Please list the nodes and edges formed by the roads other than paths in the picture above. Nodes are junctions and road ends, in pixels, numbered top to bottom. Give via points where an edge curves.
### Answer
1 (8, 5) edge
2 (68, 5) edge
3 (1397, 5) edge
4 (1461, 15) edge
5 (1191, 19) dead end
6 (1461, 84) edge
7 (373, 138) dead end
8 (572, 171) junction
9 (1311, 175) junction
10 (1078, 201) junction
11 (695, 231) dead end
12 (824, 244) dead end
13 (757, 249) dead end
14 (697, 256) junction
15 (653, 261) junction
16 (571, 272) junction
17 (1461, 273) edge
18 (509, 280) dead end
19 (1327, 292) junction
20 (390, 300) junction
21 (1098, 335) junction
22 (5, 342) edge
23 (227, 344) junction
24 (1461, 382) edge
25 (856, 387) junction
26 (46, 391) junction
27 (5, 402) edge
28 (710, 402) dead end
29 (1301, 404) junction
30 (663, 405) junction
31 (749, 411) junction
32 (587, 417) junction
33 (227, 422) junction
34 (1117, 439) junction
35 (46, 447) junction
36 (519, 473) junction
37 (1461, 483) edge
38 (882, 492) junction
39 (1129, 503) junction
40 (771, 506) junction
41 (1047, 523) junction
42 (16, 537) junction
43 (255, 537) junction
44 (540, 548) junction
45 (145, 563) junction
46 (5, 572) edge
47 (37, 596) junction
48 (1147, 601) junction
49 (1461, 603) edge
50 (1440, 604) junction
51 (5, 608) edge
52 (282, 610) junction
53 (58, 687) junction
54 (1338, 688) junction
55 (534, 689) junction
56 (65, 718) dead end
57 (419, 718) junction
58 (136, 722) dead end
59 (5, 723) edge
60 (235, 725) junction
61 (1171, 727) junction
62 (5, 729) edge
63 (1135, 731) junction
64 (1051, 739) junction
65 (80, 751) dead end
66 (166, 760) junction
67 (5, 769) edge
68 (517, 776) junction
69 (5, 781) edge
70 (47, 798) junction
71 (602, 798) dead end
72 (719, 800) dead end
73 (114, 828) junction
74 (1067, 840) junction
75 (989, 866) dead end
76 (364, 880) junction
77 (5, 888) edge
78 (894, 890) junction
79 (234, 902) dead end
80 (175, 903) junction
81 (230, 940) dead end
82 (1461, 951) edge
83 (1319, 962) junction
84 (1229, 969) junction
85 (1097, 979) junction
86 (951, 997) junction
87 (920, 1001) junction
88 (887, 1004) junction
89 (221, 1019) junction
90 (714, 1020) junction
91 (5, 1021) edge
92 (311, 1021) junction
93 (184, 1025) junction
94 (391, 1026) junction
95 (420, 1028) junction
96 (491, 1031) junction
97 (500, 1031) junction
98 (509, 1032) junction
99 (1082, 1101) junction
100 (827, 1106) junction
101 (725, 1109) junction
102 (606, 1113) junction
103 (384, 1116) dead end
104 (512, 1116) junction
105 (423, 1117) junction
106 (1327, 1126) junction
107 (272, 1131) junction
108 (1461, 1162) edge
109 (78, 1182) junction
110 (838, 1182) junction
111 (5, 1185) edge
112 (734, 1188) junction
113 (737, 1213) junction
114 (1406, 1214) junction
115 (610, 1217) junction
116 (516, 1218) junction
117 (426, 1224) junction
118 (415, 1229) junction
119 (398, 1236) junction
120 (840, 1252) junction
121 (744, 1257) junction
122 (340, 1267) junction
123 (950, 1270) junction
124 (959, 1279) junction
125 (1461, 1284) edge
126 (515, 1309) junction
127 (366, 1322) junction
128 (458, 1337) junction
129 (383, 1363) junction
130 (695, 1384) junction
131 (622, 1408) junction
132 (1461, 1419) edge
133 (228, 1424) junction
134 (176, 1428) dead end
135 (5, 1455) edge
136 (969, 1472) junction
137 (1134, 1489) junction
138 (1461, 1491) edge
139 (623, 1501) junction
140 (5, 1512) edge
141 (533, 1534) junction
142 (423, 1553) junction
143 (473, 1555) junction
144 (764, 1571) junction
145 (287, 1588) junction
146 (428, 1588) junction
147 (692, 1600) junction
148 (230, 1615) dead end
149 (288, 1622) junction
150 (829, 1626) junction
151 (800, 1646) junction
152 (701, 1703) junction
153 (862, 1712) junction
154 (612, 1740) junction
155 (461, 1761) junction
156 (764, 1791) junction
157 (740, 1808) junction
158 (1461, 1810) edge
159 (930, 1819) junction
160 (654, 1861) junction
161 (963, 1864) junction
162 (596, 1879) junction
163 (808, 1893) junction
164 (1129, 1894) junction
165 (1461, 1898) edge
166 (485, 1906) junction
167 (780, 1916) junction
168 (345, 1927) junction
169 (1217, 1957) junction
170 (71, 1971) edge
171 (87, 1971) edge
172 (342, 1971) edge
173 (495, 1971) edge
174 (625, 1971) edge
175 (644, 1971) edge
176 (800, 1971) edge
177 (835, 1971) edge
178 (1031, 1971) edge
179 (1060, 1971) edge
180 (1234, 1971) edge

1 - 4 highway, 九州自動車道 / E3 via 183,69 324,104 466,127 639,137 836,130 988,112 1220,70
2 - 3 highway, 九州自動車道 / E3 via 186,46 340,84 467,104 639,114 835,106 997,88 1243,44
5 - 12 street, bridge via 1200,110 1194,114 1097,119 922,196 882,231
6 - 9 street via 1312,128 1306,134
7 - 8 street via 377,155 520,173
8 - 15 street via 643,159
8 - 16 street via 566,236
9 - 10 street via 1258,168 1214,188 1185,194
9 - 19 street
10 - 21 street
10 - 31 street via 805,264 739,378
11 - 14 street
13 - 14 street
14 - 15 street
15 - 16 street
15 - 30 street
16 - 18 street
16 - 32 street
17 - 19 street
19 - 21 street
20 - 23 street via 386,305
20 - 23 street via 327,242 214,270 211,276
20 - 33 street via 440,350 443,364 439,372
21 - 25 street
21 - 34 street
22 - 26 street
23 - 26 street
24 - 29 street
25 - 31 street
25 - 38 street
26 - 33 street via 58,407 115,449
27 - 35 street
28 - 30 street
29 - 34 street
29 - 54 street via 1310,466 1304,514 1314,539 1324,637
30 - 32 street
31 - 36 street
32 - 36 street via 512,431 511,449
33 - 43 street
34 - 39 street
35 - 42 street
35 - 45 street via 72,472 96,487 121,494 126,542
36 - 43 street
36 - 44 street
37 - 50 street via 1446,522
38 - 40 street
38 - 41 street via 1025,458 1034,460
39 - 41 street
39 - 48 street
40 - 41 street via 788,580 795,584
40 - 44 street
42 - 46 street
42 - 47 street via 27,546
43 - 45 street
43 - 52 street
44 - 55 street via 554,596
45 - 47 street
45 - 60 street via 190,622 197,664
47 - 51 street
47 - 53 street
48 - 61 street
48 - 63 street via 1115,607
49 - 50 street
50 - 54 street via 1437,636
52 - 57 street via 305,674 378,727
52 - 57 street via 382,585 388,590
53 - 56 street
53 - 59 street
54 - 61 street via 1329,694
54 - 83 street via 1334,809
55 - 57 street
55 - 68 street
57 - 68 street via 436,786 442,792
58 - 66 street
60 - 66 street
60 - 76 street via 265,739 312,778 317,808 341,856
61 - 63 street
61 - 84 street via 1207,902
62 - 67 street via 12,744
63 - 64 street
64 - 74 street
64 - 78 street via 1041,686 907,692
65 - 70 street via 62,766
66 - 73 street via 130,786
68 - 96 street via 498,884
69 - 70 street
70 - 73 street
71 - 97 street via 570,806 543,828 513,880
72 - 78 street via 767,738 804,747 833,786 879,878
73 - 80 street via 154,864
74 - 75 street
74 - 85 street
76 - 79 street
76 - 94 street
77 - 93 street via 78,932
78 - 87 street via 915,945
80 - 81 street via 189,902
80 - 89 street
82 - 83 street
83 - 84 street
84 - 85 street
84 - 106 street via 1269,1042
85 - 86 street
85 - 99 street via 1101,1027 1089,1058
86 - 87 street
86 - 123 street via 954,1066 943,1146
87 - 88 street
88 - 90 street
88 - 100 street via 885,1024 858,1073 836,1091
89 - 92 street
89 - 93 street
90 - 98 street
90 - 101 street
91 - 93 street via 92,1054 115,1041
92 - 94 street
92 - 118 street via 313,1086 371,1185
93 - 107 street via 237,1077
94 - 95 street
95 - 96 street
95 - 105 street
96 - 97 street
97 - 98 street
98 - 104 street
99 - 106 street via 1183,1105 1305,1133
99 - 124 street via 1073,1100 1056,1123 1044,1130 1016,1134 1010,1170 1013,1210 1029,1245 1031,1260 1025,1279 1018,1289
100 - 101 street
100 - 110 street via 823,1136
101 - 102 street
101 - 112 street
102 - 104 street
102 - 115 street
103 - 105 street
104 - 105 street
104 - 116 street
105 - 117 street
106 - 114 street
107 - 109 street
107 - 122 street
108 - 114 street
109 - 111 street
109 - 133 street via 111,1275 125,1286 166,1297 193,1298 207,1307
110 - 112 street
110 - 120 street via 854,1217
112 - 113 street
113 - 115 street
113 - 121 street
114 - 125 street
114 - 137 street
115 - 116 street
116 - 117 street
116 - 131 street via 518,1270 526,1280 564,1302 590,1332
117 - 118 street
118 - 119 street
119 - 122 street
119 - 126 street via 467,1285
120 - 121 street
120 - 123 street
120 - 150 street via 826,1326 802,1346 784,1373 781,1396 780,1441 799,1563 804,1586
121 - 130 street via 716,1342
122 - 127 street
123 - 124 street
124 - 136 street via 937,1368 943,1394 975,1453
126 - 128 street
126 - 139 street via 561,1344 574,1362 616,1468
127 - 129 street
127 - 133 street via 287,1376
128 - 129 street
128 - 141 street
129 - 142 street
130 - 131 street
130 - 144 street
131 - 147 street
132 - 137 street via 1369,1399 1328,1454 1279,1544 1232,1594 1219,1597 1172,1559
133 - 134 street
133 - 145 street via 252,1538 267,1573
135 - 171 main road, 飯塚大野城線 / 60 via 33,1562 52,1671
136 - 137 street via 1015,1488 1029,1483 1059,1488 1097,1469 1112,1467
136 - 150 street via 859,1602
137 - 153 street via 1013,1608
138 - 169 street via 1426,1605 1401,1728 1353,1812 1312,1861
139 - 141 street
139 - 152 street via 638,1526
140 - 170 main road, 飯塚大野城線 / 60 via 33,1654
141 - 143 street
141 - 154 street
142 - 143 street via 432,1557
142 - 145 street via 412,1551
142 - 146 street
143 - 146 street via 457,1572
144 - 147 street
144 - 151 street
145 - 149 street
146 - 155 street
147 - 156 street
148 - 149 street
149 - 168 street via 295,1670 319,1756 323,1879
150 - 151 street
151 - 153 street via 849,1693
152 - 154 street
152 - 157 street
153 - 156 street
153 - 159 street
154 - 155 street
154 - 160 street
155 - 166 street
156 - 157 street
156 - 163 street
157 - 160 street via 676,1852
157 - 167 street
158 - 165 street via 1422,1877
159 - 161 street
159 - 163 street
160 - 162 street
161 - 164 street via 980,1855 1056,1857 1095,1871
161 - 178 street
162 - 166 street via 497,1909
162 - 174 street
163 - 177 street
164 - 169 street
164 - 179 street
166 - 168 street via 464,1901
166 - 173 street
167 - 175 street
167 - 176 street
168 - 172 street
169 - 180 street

_ _ _ _ _

■ TASK OBJECTIVE
Go through the records and gather the lines that hold "main".

■ WRITTEN SOLUTION
135 - 171 main road, 飯塚大野城線 / 60 via 33,1562 52,1671
140 - 170 main road, 飯塚大野城線 / 60 via 33,1654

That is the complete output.